Foundations for a Treatment of the Scattering of Light by the Hydrodynamical and Statistical Atom Model

Abstract

A study has been made on the scattering of light by the hydrodynamical and statistical atom model. Bloch's treatment of the hydrodynamical equations of motion for this model is supplemented here by inclusion of the interaction with the electromagnetic field. We limited attention to oscillations of small amplitude. By correspondence principle arguments, general expressions were derived for the cross sections for absorption, coherent and incoherent scattering. The energy can be expressed—following Bloch—as the energy of a Thomas-Fermi atom plus a Hamiltonian which is associated with departures from the Thomas-Fermi distribution.
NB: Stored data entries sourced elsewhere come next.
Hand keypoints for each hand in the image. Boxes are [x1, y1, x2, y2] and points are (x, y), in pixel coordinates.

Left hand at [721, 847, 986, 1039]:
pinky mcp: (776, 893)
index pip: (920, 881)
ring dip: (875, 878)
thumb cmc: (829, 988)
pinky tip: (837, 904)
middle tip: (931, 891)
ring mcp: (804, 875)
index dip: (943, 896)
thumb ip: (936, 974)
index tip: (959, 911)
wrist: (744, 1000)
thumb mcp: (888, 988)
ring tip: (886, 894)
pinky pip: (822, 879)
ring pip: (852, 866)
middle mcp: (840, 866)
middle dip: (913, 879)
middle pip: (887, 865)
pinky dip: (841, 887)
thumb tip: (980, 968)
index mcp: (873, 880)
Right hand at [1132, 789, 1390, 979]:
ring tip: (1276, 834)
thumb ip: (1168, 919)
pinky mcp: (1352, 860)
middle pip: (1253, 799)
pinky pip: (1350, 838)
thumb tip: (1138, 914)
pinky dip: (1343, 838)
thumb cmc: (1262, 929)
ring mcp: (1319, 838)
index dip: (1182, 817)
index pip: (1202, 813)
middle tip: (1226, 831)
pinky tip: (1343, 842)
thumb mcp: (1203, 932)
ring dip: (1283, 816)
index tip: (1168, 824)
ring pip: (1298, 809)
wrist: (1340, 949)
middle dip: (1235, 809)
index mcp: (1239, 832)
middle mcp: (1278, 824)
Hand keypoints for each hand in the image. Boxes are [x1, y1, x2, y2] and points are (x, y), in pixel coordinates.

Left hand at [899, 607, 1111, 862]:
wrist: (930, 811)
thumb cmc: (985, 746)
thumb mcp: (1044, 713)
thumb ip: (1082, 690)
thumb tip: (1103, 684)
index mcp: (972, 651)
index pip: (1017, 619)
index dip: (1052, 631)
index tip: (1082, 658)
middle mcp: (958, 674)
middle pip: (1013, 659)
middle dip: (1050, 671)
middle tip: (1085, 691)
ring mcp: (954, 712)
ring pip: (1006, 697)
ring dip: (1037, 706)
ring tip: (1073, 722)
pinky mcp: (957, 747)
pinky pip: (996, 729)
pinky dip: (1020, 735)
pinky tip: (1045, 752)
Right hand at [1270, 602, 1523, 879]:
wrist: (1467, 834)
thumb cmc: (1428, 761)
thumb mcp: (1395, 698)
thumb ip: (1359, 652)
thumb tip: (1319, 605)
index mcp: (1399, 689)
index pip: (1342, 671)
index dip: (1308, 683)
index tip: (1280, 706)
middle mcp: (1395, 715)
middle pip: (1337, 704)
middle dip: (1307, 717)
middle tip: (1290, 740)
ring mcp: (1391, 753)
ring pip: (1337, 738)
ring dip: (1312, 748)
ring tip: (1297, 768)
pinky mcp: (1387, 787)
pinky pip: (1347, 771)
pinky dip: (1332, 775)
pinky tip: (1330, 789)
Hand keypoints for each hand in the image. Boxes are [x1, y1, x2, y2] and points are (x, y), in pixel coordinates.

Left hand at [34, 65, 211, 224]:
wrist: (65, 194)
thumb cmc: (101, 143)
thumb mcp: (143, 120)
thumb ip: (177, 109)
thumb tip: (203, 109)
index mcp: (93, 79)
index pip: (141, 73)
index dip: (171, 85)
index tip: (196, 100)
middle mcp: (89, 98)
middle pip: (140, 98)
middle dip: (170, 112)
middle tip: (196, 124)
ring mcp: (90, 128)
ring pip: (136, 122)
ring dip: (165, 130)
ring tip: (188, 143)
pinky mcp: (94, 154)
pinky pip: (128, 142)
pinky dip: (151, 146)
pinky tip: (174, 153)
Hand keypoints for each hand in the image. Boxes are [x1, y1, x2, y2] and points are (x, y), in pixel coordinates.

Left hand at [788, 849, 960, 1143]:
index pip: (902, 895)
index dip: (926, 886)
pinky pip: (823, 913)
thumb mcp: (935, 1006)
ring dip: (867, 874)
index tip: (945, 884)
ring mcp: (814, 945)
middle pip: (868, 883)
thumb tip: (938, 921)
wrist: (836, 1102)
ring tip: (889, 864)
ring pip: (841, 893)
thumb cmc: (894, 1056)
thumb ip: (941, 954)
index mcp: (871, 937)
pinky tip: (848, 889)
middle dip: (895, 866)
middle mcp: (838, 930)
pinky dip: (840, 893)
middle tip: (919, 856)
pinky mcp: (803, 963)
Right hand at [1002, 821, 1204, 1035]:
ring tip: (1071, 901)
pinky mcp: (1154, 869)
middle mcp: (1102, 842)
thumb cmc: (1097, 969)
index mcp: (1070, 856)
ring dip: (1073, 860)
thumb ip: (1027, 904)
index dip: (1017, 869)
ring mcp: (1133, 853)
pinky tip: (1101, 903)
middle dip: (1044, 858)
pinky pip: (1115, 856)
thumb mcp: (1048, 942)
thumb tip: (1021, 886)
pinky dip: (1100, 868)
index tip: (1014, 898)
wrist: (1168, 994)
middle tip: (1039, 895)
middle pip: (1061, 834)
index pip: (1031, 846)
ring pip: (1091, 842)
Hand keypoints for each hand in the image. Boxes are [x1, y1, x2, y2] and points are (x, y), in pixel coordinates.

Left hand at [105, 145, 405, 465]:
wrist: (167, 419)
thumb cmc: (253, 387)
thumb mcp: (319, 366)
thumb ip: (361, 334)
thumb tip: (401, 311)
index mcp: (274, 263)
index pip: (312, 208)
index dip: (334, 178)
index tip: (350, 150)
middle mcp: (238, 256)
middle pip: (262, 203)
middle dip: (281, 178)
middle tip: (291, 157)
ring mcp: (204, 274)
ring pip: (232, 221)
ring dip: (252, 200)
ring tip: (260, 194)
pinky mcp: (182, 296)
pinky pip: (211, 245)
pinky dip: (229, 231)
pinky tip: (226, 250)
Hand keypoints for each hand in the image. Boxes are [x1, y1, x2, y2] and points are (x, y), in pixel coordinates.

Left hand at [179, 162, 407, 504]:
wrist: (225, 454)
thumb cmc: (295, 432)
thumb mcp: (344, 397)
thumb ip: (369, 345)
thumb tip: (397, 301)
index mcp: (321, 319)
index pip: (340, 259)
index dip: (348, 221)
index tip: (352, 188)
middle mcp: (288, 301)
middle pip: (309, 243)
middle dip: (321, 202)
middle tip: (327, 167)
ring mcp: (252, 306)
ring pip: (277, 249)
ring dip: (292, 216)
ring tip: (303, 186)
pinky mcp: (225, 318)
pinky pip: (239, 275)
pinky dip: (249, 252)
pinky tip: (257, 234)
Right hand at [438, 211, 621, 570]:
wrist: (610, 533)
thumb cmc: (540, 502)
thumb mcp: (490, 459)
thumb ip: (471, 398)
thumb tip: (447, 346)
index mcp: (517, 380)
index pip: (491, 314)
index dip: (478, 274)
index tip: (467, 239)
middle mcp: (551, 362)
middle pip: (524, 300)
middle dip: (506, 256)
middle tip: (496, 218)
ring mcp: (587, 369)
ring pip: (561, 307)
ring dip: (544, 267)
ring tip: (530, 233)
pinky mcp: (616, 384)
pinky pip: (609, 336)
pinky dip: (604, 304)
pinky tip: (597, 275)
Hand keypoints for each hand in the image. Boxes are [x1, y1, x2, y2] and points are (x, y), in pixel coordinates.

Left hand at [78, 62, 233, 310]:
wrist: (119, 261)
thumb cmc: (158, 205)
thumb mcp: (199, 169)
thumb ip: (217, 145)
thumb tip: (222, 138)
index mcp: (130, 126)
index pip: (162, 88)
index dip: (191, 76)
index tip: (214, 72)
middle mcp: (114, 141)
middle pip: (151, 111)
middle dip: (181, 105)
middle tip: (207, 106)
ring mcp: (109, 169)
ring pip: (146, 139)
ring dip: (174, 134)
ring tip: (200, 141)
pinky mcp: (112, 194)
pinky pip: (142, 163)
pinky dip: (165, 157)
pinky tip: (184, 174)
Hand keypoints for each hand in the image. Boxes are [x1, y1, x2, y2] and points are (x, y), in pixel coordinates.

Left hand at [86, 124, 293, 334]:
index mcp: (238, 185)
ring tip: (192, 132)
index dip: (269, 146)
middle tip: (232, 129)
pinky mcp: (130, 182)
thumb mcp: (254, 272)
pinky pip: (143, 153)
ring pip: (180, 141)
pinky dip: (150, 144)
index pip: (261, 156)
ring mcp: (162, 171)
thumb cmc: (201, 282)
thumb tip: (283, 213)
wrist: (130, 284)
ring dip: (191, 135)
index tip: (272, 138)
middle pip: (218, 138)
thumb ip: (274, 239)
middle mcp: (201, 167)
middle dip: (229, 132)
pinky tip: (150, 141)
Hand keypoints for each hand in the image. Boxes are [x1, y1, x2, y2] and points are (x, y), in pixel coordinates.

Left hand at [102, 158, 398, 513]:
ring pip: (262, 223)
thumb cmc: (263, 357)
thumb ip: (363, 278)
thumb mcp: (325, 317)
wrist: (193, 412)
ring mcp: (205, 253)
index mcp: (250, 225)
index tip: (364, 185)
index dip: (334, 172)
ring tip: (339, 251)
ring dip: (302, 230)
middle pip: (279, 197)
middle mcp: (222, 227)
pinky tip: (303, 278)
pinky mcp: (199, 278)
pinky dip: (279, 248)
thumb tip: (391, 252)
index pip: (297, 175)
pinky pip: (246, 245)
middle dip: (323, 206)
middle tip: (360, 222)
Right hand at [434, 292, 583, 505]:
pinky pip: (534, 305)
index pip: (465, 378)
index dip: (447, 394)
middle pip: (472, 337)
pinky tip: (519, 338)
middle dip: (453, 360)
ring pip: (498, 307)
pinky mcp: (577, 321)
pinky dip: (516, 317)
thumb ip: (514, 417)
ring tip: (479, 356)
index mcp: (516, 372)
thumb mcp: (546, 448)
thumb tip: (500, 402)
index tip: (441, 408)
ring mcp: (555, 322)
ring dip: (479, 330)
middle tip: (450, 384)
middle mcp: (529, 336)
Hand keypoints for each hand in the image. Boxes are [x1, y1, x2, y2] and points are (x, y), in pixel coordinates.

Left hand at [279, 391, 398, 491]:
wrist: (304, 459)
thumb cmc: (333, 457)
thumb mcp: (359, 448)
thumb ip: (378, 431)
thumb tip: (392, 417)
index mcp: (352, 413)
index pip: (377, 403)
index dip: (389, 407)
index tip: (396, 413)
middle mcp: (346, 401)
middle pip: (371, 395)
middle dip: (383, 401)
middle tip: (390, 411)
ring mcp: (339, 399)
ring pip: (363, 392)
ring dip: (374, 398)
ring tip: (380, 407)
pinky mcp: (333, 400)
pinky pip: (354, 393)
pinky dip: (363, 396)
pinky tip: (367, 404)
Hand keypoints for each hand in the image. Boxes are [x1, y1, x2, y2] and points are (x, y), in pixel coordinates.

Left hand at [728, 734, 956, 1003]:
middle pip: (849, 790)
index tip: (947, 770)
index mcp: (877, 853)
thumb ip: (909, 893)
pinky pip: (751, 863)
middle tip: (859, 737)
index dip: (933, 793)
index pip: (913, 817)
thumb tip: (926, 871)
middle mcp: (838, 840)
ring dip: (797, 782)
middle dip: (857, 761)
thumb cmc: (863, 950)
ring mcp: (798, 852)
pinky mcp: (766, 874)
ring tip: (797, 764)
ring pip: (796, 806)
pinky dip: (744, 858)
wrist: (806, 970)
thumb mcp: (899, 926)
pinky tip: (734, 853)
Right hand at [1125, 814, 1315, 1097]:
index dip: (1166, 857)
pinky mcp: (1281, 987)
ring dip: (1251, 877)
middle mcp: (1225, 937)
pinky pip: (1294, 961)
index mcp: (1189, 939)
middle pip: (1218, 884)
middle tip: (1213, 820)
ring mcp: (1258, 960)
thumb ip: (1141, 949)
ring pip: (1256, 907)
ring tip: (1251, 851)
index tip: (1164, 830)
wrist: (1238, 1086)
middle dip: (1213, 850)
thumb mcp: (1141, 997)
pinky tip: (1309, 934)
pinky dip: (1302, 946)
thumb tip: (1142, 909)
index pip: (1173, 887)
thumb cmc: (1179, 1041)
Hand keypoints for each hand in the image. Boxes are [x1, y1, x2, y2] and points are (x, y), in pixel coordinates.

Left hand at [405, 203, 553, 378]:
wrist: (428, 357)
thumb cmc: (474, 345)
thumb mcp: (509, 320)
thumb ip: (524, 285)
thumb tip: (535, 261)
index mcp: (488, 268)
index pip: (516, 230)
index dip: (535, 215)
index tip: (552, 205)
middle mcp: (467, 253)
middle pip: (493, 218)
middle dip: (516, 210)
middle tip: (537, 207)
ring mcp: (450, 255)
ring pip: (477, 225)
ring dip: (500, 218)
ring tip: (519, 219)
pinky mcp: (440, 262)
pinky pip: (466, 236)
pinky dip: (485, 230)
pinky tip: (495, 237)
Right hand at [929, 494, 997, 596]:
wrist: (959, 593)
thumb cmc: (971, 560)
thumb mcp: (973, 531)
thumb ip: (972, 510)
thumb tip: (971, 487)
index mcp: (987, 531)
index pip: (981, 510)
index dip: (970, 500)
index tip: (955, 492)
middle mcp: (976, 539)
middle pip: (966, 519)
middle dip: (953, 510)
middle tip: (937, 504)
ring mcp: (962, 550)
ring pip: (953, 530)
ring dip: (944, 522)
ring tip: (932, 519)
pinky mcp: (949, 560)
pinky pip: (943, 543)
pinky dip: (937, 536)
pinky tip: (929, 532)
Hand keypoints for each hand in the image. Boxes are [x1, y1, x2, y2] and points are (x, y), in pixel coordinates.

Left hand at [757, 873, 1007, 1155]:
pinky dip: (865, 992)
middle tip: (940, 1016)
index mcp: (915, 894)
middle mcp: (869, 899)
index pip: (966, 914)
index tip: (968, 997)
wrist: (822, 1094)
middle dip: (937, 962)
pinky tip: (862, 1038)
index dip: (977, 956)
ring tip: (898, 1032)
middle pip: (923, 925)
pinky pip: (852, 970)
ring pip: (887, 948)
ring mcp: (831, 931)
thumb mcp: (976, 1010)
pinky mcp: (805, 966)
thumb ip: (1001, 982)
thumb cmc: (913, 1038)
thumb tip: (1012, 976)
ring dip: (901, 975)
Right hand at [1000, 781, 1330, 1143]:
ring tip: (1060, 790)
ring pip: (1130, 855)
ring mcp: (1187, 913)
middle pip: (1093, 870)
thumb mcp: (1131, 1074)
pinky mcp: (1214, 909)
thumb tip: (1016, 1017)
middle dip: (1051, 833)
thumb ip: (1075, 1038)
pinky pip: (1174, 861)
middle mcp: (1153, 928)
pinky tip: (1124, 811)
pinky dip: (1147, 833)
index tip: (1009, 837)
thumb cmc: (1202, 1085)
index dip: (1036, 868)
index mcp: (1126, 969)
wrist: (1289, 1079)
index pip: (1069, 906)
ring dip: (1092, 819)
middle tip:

Using Bloch's quantization of this Hamiltonian and applying the method of quantum field theory, we rederived the correspondence principle results for elementary cross sections. Then applying the correspondence theoretical argument to the matrix element, we rederived Heisenberg's result for the total intensity of the Compton scattering. We also apply the method of stationary phase to the hydrodynamical treatment and show that this method gives the same result as does the linear term in the momentum transfer in Heisenberg's expression, except for a numerical factor 3½/2—a point that was discussed by Bloch many years ago. Application of the general formulas given here for angular distribution of Rayleigh and Compton scattering will require electronic machine calculations of higher modes of oscillation of the gas model of the atom analogous to those made by Wheeler and Fireman for l=1.